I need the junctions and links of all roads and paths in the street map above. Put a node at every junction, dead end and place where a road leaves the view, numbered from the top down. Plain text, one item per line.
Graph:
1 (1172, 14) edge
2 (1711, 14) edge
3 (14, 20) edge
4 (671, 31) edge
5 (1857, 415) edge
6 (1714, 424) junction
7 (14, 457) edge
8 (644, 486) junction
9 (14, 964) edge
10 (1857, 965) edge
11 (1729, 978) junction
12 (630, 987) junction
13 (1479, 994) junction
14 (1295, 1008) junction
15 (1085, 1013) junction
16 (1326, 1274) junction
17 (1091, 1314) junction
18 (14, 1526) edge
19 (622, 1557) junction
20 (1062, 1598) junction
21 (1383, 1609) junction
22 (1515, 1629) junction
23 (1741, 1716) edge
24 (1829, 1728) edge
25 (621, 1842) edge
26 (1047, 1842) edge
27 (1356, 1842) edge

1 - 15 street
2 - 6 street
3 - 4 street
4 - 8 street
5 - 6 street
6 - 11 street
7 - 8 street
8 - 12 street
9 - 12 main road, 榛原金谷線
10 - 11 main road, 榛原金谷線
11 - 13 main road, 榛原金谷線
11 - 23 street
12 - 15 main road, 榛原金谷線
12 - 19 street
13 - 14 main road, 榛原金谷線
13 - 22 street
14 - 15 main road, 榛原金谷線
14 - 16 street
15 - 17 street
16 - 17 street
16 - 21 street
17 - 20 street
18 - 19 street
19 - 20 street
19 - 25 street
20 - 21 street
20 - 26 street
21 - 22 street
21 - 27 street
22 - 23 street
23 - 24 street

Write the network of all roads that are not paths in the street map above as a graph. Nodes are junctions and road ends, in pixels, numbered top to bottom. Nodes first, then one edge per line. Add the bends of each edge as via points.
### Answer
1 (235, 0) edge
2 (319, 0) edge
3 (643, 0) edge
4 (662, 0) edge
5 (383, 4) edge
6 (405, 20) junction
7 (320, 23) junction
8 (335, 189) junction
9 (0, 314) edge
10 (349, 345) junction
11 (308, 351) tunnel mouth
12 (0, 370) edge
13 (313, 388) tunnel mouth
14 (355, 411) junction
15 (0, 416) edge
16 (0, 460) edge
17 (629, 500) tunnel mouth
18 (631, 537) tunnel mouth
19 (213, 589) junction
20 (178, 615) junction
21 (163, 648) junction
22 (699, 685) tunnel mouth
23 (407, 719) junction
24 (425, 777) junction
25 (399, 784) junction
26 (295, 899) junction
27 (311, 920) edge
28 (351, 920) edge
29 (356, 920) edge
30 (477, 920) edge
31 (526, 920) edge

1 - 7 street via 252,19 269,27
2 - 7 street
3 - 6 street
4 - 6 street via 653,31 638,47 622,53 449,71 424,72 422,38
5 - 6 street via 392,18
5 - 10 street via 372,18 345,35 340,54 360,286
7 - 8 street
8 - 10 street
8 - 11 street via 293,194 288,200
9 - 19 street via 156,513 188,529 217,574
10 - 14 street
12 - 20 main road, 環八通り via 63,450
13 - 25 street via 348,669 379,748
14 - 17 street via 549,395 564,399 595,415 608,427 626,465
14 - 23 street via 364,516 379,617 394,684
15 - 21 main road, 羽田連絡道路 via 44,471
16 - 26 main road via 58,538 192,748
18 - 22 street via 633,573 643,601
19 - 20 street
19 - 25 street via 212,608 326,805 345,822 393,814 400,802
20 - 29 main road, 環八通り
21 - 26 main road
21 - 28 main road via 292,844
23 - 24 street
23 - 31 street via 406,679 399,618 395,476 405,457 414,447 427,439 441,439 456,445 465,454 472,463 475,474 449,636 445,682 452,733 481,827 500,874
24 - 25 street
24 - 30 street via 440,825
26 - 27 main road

-- -- --

Set down the full listing once more, exactly as written.

I need the junctions and links of all roads and paths in the street map above. Put a node at every junction, dead end and place where a road leaves the view, numbered from the top down. Plain text, one item per line.
Graph:
1 (1172, 14) edge
2 (1711, 14) edge
3 (14, 20) edge
4 (671, 31) edge
5 (1857, 415) edge
6 (1714, 424) junction
7 (14, 457) edge
8 (644, 486) junction
9 (14, 964) edge
10 (1857, 965) edge
11 (1729, 978) junction
12 (630, 987) junction
13 (1479, 994) junction
14 (1295, 1008) junction
15 (1085, 1013) junction
16 (1326, 1274) junction
17 (1091, 1314) junction
18 (14, 1526) edge
19 (622, 1557) junction
20 (1062, 1598) junction
21 (1383, 1609) junction
22 (1515, 1629) junction
23 (1741, 1716) edge
24 (1829, 1728) edge
25 (621, 1842) edge
26 (1047, 1842) edge
27 (1356, 1842) edge

1 - 15 street
2 - 6 street
3 - 4 street
4 - 8 street
5 - 6 street
6 - 11 street
7 - 8 street
8 - 12 street
9 - 12 main road, 榛原金谷線
10 - 11 main road, 榛原金谷線
11 - 13 main road, 榛原金谷線
11 - 23 street
12 - 15 main road, 榛原金谷線
12 - 19 street
13 - 14 main road, 榛原金谷線
13 - 22 street
14 - 15 main road, 榛原金谷線
14 - 16 street
15 - 17 street
16 - 17 street
16 - 21 street
17 - 20 street
18 - 19 street
19 - 20 street
19 - 25 street
20 - 21 street
20 - 26 street
21 - 22 street
21 - 27 street
22 - 23 street
23 - 24 street

Write the network of all roads that are not paths in the street map above as a graph. Nodes are junctions and road ends, in pixels, numbered top to bottom. Nodes first, then one edge per line. Add the bends of each edge as via points.
### Answer
1 (235, 0) edge
2 (319, 0) edge
3 (643, 0) edge
4 (662, 0) edge
5 (383, 4) edge
6 (405, 20) junction
7 (320, 23) junction
8 (335, 189) junction
9 (0, 314) edge
10 (349, 345) junction
11 (308, 351) tunnel mouth
12 (0, 370) edge
13 (313, 388) tunnel mouth
14 (355, 411) junction
15 (0, 416) edge
16 (0, 460) edge
17 (629, 500) tunnel mouth
18 (631, 537) tunnel mouth
19 (213, 589) junction
20 (178, 615) junction
21 (163, 648) junction
22 (699, 685) tunnel mouth
23 (407, 719) junction
24 (425, 777) junction
25 (399, 784) junction
26 (295, 899) junction
27 (311, 920) edge
28 (351, 920) edge
29 (356, 920) edge
30 (477, 920) edge
31 (526, 920) edge

1 - 7 street via 252,19 269,27
2 - 7 street
3 - 6 street
4 - 6 street via 653,31 638,47 622,53 449,71 424,72 422,38
5 - 6 street via 392,18
5 - 10 street via 372,18 345,35 340,54 360,286
7 - 8 street
8 - 10 street
8 - 11 street via 293,194 288,200
9 - 19 street via 156,513 188,529 217,574
10 - 14 street
12 - 20 main road, 環八通り via 63,450
13 - 25 street via 348,669 379,748
14 - 17 street via 549,395 564,399 595,415 608,427 626,465
14 - 23 street via 364,516 379,617 394,684
15 - 21 main road, 羽田連絡道路 via 44,471
16 - 26 main road via 58,538 192,748
18 - 22 street via 633,573 643,601
19 - 20 street
19 - 25 street via 212,608 326,805 345,822 393,814 400,802
20 - 29 main road, 環八通り
21 - 26 main road
21 - 28 main road via 292,844
23 - 24 street
23 - 31 street via 406,679 399,618 395,476 405,457 414,447 427,439 441,439 456,445 465,454 472,463 475,474 449,636 445,682 452,733 481,827 500,874
24 - 25 street
24 - 30 street via 440,825
26 - 27 main road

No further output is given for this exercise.